> Work task
Scan the entries below and tally the lines that include "Thompson". Return nothing but the tally.

> Data section
┄┄┄┄┄┄┄┄┄┄
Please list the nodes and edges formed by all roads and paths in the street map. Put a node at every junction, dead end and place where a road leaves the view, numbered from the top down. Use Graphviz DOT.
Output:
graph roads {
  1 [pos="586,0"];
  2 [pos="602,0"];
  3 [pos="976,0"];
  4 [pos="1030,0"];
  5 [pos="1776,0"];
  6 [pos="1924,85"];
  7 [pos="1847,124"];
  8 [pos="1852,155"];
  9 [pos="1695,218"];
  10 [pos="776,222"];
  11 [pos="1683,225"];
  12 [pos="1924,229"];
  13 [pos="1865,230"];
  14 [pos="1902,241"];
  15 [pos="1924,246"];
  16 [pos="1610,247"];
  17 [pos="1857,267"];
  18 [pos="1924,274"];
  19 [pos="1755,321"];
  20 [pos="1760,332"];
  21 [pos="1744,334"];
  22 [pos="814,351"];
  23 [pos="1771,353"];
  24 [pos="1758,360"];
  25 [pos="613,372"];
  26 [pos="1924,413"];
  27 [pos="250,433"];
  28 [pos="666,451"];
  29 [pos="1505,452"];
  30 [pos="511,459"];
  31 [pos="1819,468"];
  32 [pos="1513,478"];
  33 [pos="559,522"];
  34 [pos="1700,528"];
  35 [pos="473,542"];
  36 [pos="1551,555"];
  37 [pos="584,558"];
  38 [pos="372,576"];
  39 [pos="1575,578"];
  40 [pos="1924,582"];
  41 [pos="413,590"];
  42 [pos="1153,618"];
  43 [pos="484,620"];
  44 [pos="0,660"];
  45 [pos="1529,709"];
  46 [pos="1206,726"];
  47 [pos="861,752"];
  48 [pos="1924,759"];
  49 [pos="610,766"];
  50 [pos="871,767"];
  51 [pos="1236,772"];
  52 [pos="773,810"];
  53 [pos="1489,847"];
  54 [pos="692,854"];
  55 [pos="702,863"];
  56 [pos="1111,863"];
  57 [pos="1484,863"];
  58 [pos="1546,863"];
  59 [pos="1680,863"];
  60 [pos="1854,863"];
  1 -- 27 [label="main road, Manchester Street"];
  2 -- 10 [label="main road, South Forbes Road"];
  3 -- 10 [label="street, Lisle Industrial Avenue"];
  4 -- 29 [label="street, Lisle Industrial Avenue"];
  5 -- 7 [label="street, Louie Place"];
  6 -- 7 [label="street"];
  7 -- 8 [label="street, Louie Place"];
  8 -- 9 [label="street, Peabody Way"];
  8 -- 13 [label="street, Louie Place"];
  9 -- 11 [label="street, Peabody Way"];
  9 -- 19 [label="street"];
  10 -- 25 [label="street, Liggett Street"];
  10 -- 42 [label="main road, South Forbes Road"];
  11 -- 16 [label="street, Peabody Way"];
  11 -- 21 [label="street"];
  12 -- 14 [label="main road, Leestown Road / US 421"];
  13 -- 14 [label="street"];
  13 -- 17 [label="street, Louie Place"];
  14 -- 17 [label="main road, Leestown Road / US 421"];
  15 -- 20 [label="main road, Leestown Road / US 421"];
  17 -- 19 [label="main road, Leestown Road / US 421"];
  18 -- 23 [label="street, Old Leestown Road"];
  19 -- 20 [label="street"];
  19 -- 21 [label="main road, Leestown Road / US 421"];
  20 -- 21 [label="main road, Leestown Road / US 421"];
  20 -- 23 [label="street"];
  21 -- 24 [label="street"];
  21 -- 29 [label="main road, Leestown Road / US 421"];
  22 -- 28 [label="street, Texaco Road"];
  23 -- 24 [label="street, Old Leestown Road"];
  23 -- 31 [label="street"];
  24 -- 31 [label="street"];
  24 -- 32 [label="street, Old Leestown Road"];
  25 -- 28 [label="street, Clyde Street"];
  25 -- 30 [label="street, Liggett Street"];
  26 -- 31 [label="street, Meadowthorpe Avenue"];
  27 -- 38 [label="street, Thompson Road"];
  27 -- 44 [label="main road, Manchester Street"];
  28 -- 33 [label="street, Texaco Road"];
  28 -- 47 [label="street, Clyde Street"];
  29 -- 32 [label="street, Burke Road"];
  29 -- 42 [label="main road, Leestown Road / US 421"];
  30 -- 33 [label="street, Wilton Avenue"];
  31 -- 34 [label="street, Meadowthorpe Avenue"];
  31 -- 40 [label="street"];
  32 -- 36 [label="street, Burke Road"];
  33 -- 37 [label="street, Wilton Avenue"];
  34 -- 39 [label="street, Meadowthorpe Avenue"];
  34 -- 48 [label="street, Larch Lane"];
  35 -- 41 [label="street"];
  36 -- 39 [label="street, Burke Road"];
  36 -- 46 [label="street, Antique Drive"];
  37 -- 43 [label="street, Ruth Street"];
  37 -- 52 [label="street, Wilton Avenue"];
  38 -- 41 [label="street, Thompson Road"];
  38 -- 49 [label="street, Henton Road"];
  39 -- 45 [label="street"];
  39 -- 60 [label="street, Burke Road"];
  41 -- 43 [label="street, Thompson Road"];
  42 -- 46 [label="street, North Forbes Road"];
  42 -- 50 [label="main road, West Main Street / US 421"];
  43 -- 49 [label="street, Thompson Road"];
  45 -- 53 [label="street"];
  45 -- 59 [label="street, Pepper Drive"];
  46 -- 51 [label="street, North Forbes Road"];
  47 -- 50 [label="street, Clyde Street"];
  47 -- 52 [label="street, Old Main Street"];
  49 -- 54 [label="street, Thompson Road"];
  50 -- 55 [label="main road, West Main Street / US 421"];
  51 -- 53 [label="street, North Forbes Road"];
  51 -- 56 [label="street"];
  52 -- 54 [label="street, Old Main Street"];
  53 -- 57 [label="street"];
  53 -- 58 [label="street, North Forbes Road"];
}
┄┄┄┄┄┄┄┄┄┄
> Exercise response
5